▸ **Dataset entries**
- - -
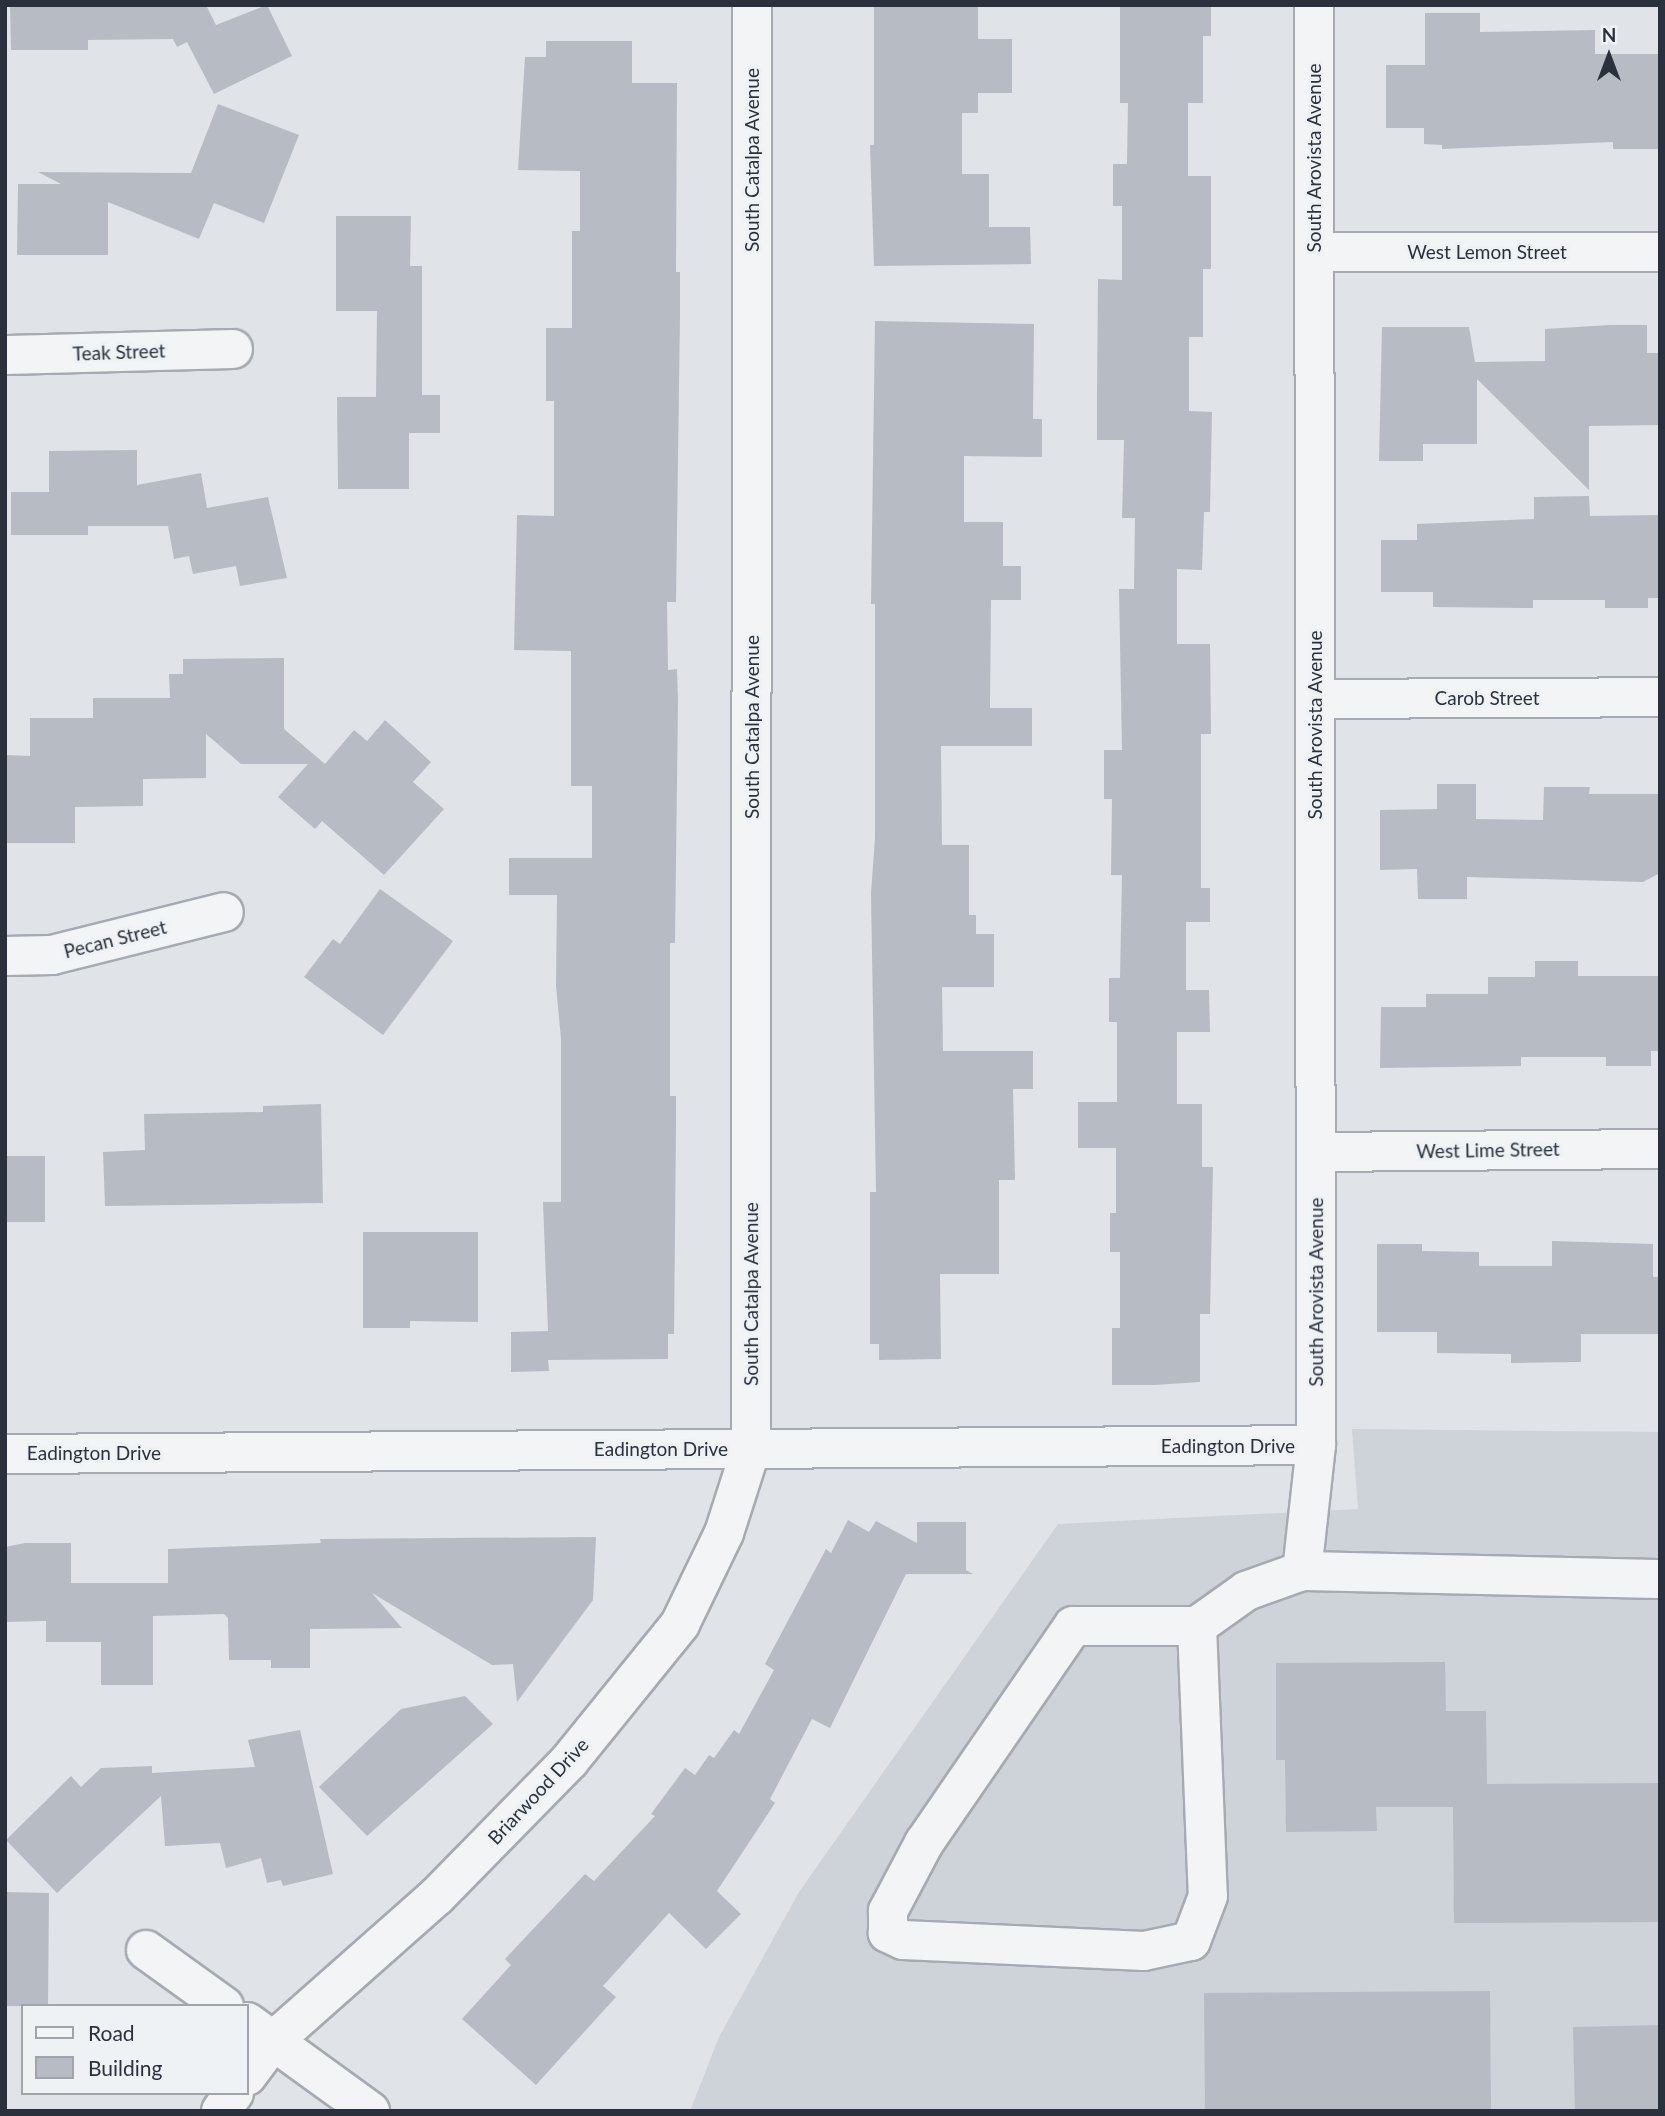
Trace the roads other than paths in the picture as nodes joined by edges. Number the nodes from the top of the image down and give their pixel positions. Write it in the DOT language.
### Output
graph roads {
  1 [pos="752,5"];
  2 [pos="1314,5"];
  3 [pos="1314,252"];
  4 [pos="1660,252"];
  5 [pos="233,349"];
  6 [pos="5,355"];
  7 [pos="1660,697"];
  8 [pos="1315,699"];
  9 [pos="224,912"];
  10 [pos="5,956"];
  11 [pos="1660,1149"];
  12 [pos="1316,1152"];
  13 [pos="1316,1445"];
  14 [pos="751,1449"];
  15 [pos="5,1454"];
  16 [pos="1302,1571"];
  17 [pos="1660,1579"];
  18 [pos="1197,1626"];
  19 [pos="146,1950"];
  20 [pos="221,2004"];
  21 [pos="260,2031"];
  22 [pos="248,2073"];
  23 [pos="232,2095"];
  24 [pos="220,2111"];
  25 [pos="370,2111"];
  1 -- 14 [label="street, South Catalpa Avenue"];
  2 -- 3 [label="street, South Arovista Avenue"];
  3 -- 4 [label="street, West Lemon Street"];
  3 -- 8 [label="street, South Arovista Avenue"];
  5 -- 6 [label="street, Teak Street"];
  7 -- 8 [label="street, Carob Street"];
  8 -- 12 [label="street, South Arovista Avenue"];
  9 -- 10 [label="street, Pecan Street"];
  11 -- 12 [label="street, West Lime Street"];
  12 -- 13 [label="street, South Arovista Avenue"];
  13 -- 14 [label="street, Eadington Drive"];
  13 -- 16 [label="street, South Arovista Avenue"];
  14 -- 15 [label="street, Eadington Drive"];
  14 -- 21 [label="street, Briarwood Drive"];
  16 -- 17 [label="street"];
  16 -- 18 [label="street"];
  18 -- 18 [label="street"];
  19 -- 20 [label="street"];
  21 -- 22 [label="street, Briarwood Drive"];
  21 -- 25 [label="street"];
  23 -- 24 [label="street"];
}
- - -
▸ **YOUR ASSIGNMENT**
Within the records above, find every line containing "South" and report only how many there are.

▸ **SOLUTION TO THIS PROBLEM**
6